**Problem statement:** Only the lines from the one containing "I am building" to the end of the data are wanted; print them exactly as they appear.

**Data for the task:**

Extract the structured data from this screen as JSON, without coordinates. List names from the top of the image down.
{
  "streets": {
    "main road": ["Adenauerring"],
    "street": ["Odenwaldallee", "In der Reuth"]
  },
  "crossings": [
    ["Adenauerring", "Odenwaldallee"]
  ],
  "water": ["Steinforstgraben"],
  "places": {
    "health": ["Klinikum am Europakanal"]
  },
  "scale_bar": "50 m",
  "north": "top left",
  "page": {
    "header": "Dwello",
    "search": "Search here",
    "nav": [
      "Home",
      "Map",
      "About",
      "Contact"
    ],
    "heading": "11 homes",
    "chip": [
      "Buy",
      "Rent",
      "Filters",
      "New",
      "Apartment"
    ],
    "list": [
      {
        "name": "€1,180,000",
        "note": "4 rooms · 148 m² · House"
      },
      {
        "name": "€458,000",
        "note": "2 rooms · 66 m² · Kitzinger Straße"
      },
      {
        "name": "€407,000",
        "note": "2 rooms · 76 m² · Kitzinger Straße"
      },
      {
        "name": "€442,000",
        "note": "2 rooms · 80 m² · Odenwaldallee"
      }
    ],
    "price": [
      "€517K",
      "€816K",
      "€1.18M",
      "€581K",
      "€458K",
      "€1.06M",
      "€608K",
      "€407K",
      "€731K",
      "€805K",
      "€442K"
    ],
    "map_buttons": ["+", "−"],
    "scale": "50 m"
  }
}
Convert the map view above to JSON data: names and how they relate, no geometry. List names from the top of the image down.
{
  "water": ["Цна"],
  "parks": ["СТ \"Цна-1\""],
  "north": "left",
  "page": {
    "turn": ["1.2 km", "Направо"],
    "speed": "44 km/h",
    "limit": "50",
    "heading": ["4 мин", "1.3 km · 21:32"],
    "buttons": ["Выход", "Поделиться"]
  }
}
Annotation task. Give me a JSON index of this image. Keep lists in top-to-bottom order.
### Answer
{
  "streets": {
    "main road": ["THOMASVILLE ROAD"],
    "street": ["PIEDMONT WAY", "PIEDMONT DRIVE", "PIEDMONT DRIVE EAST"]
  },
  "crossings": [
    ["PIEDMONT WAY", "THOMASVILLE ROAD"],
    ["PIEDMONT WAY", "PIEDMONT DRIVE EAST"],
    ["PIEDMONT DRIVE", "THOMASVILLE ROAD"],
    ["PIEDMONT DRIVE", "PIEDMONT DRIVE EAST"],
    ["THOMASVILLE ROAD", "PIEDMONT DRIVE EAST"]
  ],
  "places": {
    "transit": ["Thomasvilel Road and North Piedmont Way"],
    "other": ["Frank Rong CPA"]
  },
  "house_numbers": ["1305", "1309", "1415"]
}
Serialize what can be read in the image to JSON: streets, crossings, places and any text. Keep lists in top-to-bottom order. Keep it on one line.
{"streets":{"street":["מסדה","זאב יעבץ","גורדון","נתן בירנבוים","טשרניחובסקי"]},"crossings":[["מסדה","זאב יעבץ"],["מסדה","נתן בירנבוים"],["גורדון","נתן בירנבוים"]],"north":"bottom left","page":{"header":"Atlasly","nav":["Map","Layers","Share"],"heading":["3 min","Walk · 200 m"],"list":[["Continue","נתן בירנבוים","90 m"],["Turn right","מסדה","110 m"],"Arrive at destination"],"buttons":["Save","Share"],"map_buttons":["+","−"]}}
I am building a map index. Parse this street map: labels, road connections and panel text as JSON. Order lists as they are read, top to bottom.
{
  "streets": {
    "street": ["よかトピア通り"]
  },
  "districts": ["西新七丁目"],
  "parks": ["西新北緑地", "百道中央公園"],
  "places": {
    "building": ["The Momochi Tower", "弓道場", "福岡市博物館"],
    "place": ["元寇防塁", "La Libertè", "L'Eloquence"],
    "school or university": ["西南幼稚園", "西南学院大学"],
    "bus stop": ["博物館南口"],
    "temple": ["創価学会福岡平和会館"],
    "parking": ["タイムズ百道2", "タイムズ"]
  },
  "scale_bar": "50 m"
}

**Solution for this exercise:**
I am building a map index. Parse this street map: labels, road connections and panel text as JSON. Order lists as they are read, top to bottom.
{
  "streets": {
    "street": ["よかトピア通り"]
  },
  "districts": ["西新七丁目"],
  "parks": ["西新北緑地", "百道中央公園"],
  "places": {
    "building": ["The Momochi Tower", "弓道場", "福岡市博物館"],
    "place": ["元寇防塁", "La Libertè", "L'Eloquence"],
    "school or university": ["西南幼稚園", "西南学院大学"],
    "bus stop": ["博物館南口"],
    "temple": ["創価学会福岡平和会館"],
    "parking": ["タイムズ百道2", "タイムズ"]
  },
  "scale_bar": "50 m"
}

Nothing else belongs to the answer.